In the global academy, India's strengths may prove to be weaknesses

The Foreign Education Providers Bill is vital for the country's future, but the democratic process could limit its benefits, says Peter Brady

七月 8, 2010

Democracy and capitalism can make uneasy bedfellows. The need to appease voters and agree deals to get legislation passed often means that democratic societies are slow to take advantage of market changes that rely on government-level intervention.

 

But the democratic process provides a system of open debate and scrutiny. This means that by the time a law is passed that poses a potential threat to the economy, it has been thoroughly reviewed. As a result, seriously damaging legislation is less likely to make it on to the statute book.

However, in India, the concessions made during the development of what would seem to be an innocuous piece of legislation, the Foreign Education Providers Bill, could damage the country's economic future.

The reason that such a seemingly innocent piece of legislation could be so damaging lies in the drivers of economic growth in the country. Unlike China, where manufacturing is king, the largest provider of foreign investment in India is the service sector. This has allowed it to expand while investing only about 2 per cent of its gross domestic product in infrastructure, compared with China's 19 per cent.

You only have to visit both countries to see that India's infrastructure has been left behind. Mumbai and Delhi's old airports, slum dwellings, power outages and crumbling civic buildings offer a marked contrast with the smart high-rises and the super express trains in Shanghai or Beijing.

But rather than roads, bridges and airports, it is human infrastructure that makes India an attractive place for Western investment. This human infrastructure includes democracy and a separate judiciary (which offer stability to foreign investors), an English-speaking workforce and, most importantly, good-quality graduates.

However, the success of the service sector means that there is a widening gap between the number of skilled tertiary workers in the labour force and the higher education sector's ability to provide them.

To close this gap and maintain its human infrastructure, India needs to raise its tertiary-level enrolment rate from the current 12 per cent to 21 per cent by 2017 - and even this will only bring it in line with the Asian average.

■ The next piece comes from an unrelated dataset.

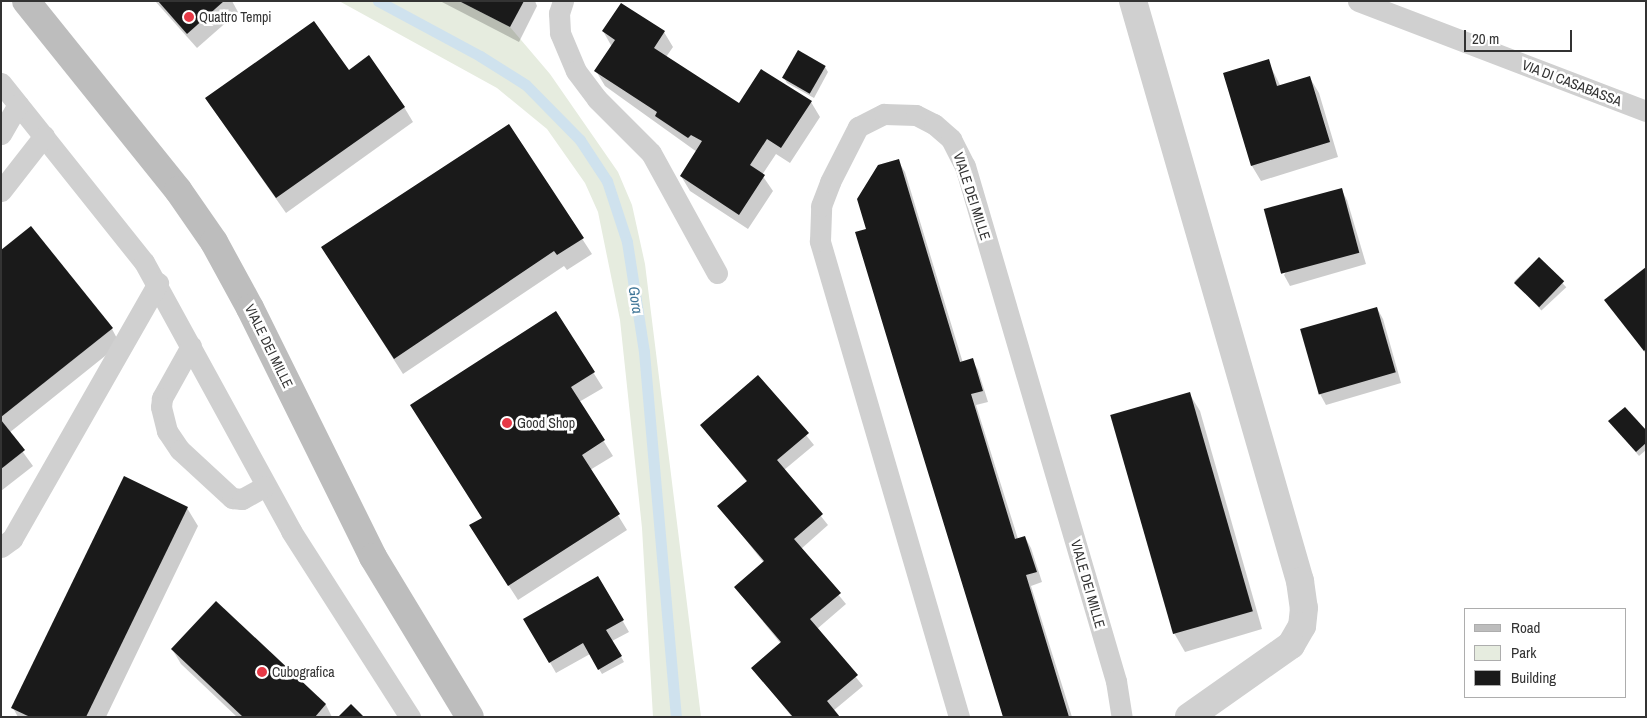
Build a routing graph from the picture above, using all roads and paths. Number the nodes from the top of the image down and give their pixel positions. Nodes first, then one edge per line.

This will require another 1,500 higher education providers. The government is committed to increasing higher education funding fivefold, but even that will not be enough.

The state has acknowledged that it needs to attract overseas universities to India, hence the Foreign Education Providers Bill. It is being developed as a means of allowing overseas universities to set up campuses in India - thus providing the high-quality graduates who are needed if the country is to continue economic growth based on high-level service jobs rather than low-level manufacturing ones.

But over the four years it has taken the bill to reach Parliament, it has been diluted to take account of opposition by the Left, which sees the bill as socially divisive, and individual states, which do want to see their involvement in tertiary education diminished, to any outside interference in Indian education.

Now any potential foreign partner has to post a $10 million (£6.7 million) corpus fund, invest 51 per cent in the business, not take any profit out of the country and allow the Indian government to appoint the chancellor of the campus.

The bill has gone through Cabinet and has now been presented to Parliament, where it seems that the Left will dilute it further. Proposals that overseas universities be part of the quota system for disadvantaged castes and that the government set fees are some of the concessions that the socialists are looking for, but they would make it very difficult for foreign partners to work in the country.

It would be ironic if the democratic process, with its need to offer concessions, is the reason why economic growth slows. For although India's democracy and its separate judiciary create the environment where business can be done, without good-quality graduates there will be no workforce to do it. And without a workforce there can be no service sector. The Indian economic-growth model, based as it is on a skilled workforce rather than cheap manufacturing, is surely a more attractive option for developing countries and should be a template from which others learn.

So let us hope that the democratic process works its slow way forward and that the resulting legislation allows overseas universities to invest in sustainable relationships with the Indian government - relationships that provide for the needs of both. After all, we all have a vested interest in making the world's largest democracy a success.